Lawmakers Introduce Bipartisan Resolution Condemning Assisted Suicide

(Photo by Sarah Silbiger/Getty Images)

While impeachment divided the House of Representatives along party lines, a group of lawmakers is rallying around a bipartisan resolution condemning assisted suicide as Congress heads into winter recess.

Reps. Brad Wenstrup (R., Ohio) and Lou Correa (D., Calif.) introduced a resolution last week declaring that medically assisted suicide "puts everyone, including those most vulnerable, at risk of deadly harm." Rep. Dan Lipinski (D., Ill.), a co-sponsor of the resolution, told the Washington Free Beacon that the resolution sends the message that "every life is precious"—at a time when nine states and the District of Columbia allow doctors to legally prescribe lethal doses of medication to patients deemed terminally ill.
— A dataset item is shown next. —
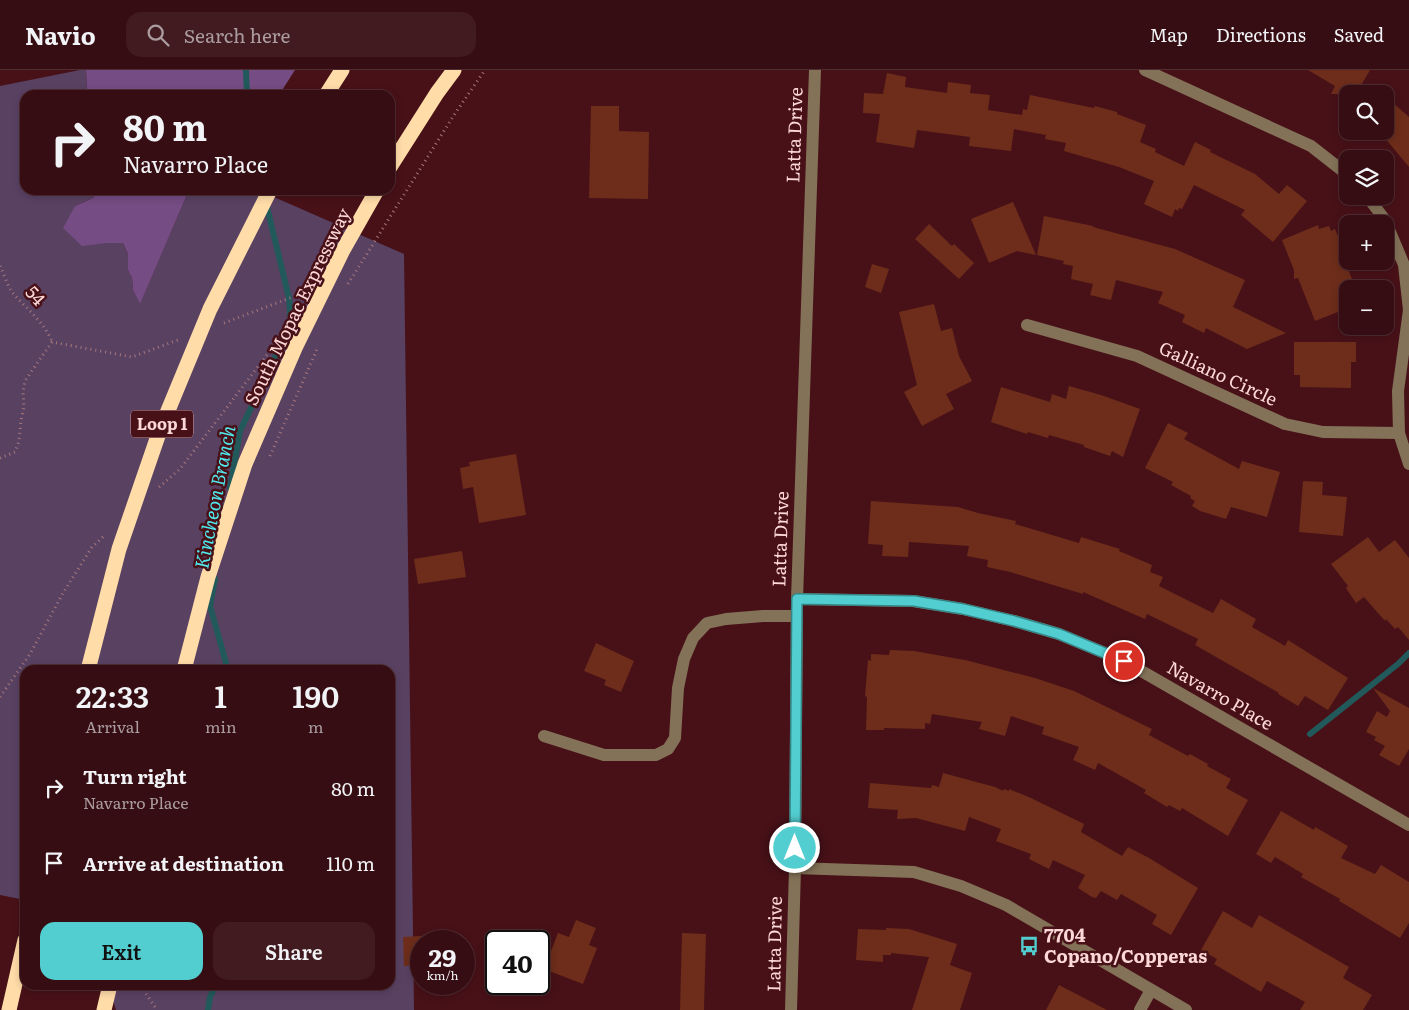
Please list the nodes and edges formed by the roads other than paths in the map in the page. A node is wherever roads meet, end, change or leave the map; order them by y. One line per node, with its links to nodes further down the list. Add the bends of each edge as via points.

"Encouraging assisted suicide sends a message to people who are elderly, experiencing depression, have a disability, or are subject to emotional or financial distress, that suicide is a good option and maybe even expected of them," he said.

Matt Valliere, executive director of the Patients Rights Action Fund, said the bipartisan appeal on Capitol Hill reflects the debate at the state level. Lawmakers in heavily Democratic Maryland and conservative strongholds like Utah have blocked such bills.
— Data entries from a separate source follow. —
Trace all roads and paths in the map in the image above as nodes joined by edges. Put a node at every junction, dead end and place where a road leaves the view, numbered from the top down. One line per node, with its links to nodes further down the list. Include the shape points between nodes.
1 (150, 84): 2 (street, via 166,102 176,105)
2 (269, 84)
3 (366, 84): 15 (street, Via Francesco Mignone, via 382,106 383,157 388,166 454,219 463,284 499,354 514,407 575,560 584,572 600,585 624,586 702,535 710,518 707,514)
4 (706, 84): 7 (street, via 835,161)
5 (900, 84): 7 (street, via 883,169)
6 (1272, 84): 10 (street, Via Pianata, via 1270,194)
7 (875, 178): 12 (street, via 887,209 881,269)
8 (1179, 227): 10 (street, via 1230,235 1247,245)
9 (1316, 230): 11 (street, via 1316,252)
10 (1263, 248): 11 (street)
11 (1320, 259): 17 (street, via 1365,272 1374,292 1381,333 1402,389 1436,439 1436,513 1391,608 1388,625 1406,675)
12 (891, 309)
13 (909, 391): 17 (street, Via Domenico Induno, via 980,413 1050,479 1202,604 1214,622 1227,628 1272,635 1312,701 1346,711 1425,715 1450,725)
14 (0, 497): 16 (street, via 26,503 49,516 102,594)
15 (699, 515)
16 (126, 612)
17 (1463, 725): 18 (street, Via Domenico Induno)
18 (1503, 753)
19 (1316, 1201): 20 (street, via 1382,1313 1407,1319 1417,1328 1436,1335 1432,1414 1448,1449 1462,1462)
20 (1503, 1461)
"The resolution shows when you have a human issue where everyone can see the issues involved, life or death, people can come together on Capitol Hill," Valliere said. "It's a human issue," rather than a partisan one.

The Trump administration has also turned its attention to the issue as more and more states weigh legislation to legalize assisted suicide. In October, the National Council on Disability released a report highlighting the threat that such laws can pose for vulnerable patients. The study found that while such laws "contain provisions intended to safeguard patients from problems or abuse," they often create perverse incentives, particularly for insurance companies and public sector health care agencies.
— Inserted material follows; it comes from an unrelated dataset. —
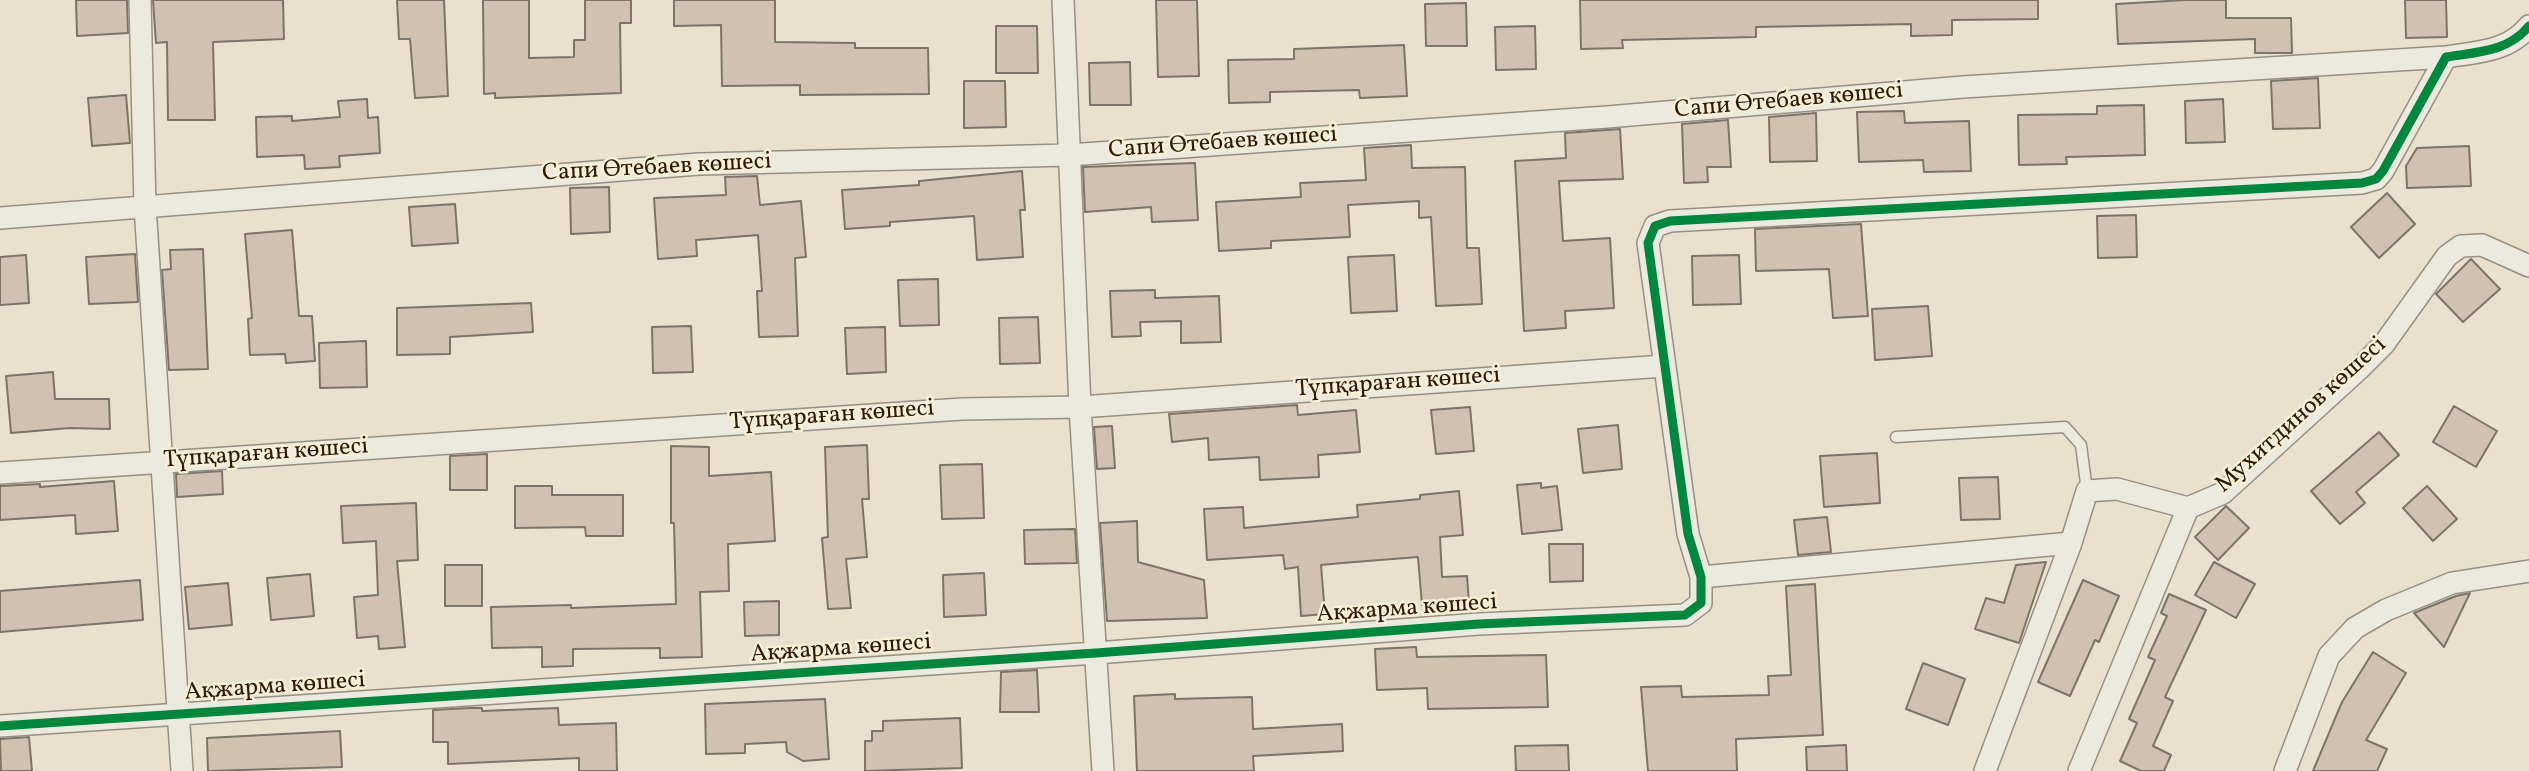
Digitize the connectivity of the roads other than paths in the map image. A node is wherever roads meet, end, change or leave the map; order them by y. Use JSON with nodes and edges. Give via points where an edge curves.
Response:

"When assisted suicide is legalized in the context of the US healthcare system, it immediately becomes the cheapest treatment," the report said. "There is evidence that patients, including people with disabilities, are being denied treatment by insurers and offered assisted suicide instead."

The council concluded that "states should not legalize any form of assisted suicide or active euthanasia."

"That report affected people," Valliere said. "I've sat down with people from progressive Democrat offices who said they were pro-assisted suicide and now are against it."

Wenstrup and Correa cited the need to protect the country's most vulnerable citizens, including the elderly and individuals with disabilities.

"I believe patients facing the end of their lives deserve to have a health care system that ensures access to the best and most comprehensive medical care possible, tailored to their needs," Wenstrup said in a statement. "Physician-assisted suicide not only devalues health care, but it also devalues the lives of all human beings."

Correa stressed the need to provide terminal illness patients with hope.

"Patients with terminal illnesses and individuals with disabilities deserve access to hope. There are numerous concerns with assisted suicide laws and proposals, which may inadvertently affect persons with disabilities. This resolution is a step towards protecting vulnerable patients across the nation," Correa said.

Supporters hope to counter the growing list of states that have approved the practice. Maine, New Jersey, and Hawaii have legalized the practice since 2017.